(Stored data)
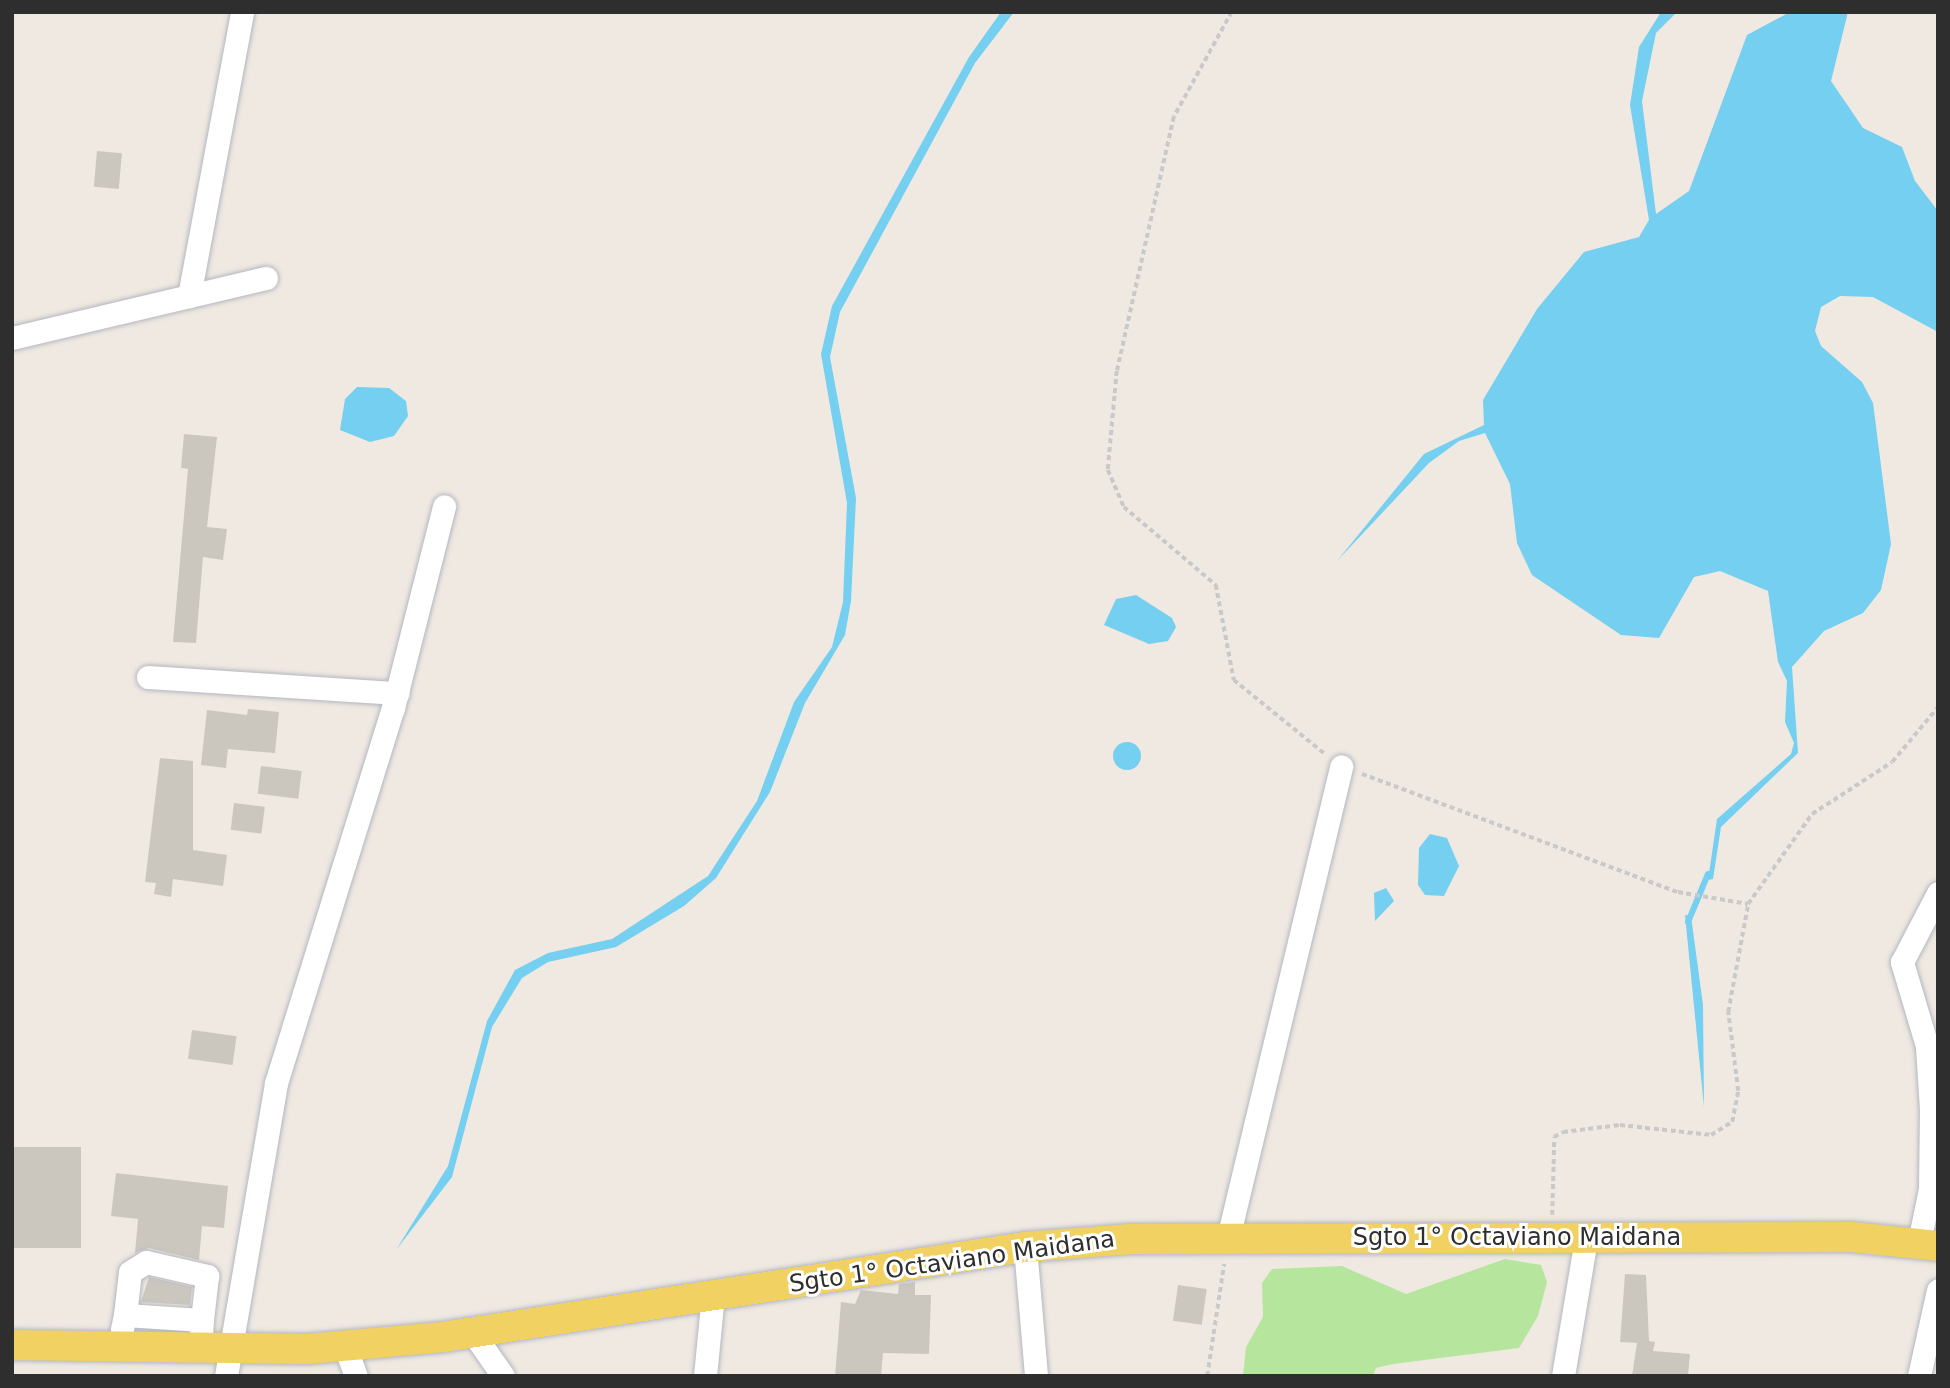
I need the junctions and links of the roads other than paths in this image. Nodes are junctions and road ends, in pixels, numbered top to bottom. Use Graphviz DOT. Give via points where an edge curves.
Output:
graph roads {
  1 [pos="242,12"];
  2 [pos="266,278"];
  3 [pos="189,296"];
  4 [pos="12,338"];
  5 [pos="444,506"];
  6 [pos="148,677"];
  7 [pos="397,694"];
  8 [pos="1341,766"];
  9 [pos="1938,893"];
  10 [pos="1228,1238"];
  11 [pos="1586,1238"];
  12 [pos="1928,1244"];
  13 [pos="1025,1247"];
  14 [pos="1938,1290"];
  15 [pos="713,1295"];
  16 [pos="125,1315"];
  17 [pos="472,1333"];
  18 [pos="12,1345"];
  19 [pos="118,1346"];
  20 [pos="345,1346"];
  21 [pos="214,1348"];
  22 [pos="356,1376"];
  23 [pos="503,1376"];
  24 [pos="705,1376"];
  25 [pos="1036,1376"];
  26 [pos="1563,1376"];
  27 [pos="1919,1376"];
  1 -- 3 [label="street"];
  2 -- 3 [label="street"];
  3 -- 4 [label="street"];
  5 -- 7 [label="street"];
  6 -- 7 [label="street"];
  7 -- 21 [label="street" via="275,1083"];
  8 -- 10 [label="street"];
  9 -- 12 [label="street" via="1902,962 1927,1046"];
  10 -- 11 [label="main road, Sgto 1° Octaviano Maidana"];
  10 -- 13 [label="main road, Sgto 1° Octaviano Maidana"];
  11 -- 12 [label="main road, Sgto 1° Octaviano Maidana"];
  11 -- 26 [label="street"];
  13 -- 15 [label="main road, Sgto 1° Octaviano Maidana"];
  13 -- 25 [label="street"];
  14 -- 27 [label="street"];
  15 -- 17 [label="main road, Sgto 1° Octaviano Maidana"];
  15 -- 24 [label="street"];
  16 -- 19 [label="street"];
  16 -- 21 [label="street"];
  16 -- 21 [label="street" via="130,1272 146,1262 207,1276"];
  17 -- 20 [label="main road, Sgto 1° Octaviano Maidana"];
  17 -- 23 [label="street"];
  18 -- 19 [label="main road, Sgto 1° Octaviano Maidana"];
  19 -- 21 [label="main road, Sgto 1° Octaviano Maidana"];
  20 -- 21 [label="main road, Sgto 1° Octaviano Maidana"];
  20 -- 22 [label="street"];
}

### Your assignment
Above are some records. Report the number of their lines that include "Octaviano", and add nothing else.

### Problem solution
9